= TASK GOAL =
Show every line of the data below that includes the word "bridge".

= SUPPLIED RECORDS =

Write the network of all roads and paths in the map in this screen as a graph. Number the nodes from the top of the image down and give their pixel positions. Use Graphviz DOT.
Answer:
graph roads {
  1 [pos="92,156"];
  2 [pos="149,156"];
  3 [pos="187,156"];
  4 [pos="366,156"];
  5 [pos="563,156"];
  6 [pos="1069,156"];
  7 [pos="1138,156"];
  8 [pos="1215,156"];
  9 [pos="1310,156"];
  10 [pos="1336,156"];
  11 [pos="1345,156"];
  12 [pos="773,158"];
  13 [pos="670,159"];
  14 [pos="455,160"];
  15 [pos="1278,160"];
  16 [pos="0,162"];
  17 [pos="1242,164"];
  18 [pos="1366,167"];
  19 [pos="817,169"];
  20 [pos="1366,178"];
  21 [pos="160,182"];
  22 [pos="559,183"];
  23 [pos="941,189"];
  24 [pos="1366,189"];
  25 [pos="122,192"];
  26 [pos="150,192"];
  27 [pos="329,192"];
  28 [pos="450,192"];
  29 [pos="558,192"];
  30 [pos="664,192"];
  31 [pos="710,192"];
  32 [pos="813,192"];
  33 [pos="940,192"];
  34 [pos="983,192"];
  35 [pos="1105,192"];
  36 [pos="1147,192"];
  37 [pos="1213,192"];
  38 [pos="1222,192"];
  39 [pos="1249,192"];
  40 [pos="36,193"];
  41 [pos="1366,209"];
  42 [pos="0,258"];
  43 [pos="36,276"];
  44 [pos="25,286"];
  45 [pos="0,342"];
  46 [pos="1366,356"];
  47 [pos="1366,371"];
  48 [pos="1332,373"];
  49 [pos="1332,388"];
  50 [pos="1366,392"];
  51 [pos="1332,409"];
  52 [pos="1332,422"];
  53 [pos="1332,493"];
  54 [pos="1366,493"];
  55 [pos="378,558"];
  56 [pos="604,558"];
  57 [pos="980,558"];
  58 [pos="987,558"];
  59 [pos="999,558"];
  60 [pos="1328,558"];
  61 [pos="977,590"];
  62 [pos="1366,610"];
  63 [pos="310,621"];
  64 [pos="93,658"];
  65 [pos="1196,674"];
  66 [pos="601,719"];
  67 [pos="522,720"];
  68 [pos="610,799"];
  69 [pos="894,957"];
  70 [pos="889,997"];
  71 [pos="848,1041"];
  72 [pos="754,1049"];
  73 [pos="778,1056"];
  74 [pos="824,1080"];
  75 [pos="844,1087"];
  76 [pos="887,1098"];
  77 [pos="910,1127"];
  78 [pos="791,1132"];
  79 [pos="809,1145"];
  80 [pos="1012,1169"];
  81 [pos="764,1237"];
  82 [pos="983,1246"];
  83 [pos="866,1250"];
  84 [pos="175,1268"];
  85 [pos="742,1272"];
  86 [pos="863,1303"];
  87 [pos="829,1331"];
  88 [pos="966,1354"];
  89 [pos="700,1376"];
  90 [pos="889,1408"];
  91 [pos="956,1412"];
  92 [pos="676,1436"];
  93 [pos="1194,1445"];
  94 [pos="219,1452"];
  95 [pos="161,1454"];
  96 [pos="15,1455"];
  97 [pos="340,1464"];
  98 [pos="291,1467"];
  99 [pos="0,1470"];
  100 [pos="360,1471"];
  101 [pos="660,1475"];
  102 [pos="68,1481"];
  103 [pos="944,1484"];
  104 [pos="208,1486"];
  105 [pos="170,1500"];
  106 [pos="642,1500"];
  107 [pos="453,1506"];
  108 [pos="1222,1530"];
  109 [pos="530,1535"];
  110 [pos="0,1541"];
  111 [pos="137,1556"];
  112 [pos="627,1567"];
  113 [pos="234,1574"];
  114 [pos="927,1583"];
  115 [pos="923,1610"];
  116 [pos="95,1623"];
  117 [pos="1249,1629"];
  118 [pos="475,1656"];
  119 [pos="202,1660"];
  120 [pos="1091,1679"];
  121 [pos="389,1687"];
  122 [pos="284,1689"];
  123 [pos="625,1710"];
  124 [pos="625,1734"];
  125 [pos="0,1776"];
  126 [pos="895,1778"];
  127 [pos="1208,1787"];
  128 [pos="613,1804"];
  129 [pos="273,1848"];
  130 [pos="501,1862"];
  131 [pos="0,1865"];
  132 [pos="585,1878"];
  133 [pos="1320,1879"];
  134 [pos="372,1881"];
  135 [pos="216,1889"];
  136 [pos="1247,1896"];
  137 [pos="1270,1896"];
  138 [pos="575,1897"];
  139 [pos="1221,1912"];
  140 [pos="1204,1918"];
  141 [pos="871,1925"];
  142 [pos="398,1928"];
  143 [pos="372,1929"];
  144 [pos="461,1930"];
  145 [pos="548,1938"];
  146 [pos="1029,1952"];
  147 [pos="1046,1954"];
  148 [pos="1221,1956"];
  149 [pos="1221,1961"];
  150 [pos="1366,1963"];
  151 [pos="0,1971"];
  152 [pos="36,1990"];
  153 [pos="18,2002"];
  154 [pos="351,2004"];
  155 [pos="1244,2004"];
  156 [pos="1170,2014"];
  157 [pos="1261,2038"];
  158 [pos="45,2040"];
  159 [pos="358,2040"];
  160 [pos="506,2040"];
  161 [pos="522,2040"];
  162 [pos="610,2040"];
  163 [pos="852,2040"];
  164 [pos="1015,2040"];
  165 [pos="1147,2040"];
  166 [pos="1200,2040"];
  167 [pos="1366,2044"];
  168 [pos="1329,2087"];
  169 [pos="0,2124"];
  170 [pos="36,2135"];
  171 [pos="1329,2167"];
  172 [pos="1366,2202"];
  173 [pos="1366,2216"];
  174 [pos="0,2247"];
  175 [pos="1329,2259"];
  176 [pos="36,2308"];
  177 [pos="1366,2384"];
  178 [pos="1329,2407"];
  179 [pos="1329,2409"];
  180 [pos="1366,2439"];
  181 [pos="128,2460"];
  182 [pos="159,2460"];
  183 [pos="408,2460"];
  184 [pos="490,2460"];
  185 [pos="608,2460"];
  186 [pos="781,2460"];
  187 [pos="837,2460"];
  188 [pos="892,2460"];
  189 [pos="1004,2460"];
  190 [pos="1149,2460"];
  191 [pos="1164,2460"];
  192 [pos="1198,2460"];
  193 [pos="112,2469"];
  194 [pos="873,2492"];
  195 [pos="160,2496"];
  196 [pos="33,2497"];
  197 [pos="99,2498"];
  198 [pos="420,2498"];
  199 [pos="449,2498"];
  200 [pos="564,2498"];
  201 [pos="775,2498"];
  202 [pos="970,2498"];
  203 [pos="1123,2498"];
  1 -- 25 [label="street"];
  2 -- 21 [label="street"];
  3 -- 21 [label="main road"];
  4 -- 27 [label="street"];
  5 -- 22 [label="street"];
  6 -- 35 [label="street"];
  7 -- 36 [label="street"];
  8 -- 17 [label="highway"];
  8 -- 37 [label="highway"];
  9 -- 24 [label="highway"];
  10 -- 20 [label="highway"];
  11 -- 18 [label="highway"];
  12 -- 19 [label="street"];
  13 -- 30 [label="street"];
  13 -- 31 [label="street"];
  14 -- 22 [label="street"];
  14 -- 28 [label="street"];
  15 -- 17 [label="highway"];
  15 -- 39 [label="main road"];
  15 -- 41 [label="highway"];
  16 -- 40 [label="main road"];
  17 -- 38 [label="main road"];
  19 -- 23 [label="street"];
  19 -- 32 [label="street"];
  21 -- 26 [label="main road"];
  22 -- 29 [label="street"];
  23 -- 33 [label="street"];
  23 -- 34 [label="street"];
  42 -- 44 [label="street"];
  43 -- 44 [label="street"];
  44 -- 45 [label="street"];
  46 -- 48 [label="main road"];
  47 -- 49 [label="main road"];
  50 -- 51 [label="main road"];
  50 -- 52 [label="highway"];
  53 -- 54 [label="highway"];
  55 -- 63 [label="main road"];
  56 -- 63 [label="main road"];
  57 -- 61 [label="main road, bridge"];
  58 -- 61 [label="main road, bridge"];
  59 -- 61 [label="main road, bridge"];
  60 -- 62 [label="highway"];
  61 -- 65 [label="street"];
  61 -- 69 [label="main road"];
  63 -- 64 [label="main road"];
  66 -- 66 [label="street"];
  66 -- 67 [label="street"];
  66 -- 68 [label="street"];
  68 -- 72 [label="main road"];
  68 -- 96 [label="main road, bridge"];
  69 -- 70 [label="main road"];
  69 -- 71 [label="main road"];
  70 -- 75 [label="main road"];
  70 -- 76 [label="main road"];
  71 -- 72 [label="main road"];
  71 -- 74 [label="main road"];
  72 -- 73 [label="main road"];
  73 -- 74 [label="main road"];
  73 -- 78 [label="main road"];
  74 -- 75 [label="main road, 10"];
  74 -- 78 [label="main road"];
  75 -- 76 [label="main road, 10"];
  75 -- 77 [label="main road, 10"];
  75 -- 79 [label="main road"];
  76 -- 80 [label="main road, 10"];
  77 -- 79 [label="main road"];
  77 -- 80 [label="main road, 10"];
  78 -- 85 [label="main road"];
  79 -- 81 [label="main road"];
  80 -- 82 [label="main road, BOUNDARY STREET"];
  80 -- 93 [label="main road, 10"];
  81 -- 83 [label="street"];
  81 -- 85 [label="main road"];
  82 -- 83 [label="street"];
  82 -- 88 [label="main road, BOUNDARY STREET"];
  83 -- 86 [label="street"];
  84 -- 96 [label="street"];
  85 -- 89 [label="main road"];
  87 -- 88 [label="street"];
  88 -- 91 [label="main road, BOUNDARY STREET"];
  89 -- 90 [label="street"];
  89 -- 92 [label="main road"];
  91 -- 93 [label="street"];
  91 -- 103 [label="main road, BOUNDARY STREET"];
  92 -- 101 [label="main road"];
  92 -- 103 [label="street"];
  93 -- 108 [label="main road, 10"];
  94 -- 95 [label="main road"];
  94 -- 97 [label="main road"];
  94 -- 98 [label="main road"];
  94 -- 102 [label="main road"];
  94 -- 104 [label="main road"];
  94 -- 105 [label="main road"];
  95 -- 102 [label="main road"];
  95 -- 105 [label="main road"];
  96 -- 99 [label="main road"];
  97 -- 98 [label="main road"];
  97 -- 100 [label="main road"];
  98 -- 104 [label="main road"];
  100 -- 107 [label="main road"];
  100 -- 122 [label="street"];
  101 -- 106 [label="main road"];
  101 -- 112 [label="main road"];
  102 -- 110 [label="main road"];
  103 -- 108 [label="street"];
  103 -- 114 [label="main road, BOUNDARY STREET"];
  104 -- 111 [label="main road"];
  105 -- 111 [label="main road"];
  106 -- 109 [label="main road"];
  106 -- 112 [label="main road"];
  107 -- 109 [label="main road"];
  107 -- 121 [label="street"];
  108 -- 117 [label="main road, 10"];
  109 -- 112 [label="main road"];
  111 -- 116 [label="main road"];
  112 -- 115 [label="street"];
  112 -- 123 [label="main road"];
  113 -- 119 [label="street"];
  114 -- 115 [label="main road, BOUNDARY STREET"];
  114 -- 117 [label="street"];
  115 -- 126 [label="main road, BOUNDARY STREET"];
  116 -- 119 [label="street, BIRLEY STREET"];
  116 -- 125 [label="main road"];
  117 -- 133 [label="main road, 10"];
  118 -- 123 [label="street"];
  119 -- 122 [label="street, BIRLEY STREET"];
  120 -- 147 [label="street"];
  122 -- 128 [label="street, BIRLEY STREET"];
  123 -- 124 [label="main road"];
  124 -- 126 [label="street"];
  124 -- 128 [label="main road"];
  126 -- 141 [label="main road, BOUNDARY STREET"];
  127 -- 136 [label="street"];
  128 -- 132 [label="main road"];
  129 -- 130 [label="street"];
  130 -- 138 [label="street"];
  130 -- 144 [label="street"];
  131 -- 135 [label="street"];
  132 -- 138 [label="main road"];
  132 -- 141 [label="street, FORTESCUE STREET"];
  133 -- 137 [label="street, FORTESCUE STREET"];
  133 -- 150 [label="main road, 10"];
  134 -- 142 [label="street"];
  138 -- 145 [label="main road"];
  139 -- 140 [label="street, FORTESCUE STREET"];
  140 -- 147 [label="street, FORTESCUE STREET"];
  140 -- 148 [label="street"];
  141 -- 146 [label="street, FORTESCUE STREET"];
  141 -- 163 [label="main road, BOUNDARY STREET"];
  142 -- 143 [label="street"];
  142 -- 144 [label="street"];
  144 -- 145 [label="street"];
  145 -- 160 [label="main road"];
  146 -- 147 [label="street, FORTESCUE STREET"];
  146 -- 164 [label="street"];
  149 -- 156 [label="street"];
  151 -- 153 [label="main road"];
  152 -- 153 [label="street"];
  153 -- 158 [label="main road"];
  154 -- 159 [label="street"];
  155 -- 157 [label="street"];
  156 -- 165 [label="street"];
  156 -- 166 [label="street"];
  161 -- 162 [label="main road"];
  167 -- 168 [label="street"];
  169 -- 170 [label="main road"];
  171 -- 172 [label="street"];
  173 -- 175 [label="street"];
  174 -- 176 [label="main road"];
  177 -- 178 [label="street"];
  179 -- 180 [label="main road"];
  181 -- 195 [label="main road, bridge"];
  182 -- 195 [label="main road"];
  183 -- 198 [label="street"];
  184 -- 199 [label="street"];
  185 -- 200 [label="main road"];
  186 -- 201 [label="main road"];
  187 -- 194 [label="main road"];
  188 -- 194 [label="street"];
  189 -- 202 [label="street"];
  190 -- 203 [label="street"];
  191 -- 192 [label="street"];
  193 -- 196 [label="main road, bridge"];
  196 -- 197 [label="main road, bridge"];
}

= EXERCISE ANSWER =
  57 -- 61 [label="main road, bridge"];
  58 -- 61 [label="main road, bridge"];
  59 -- 61 [label="main road, bridge"];
  68 -- 96 [label="main road, bridge"];
  181 -- 195 [label="main road, bridge"];
  193 -- 196 [label="main road, bridge"];
  196 -- 197 [label="main road, bridge"];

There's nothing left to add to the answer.